[Stored items]
§ §

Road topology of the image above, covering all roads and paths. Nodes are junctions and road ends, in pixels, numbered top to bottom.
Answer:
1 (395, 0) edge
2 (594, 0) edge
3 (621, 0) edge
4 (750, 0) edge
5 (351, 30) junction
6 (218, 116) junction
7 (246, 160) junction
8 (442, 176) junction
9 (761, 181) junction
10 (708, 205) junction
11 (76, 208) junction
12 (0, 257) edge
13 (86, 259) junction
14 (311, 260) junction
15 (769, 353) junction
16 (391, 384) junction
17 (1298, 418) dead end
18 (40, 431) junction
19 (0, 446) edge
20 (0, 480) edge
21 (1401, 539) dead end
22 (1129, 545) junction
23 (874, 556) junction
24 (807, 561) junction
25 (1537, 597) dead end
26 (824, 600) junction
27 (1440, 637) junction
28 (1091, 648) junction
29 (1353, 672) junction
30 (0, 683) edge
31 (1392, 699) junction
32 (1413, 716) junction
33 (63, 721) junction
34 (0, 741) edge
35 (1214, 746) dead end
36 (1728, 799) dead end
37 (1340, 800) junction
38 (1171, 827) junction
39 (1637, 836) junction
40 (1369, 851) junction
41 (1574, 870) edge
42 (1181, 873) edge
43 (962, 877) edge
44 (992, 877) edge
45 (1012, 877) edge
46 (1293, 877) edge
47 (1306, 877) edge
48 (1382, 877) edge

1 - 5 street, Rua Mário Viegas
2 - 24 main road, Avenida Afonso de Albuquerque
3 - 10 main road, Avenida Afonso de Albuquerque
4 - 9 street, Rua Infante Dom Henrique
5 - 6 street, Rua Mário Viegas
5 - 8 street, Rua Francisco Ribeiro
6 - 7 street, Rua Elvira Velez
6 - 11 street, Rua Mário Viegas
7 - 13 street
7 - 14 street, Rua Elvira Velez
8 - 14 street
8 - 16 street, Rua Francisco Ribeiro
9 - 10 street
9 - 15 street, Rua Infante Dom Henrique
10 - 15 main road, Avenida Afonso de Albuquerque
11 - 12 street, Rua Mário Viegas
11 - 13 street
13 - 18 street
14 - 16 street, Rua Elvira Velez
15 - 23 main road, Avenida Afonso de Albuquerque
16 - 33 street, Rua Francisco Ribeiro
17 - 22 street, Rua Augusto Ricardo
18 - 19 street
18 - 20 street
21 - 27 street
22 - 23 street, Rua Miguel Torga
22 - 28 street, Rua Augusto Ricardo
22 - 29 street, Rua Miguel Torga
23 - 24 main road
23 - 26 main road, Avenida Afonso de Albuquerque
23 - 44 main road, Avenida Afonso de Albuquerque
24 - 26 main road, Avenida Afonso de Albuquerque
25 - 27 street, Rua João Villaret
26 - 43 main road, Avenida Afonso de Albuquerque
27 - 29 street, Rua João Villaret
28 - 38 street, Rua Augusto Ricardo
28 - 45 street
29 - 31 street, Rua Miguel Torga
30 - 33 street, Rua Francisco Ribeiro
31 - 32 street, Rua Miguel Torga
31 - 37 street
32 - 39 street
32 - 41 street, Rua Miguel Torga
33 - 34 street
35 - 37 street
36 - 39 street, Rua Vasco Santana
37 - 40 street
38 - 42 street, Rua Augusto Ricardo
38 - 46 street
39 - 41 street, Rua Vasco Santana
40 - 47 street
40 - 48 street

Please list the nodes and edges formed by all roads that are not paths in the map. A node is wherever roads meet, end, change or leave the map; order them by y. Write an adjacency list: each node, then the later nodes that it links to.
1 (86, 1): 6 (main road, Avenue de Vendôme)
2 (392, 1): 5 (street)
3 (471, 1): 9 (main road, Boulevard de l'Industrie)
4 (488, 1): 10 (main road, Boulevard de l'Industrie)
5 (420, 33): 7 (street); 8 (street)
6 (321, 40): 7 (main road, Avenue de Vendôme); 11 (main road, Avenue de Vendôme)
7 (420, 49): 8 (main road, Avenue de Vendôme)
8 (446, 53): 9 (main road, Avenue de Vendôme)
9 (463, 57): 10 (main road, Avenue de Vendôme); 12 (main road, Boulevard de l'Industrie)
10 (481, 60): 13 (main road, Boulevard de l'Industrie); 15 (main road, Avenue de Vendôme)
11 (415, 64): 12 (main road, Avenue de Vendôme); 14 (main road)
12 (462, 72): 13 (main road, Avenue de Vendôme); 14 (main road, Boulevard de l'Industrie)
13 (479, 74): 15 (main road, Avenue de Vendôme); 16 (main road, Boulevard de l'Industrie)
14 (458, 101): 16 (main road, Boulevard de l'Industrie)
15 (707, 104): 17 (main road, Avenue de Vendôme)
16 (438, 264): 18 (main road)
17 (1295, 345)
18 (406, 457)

§ §

Would you copy each line of the records that contains "Vasco"?

_TASK ANSWER_.
36 - 39 street, Rua Vasco Santana
39 - 41 street, Rua Vasco Santana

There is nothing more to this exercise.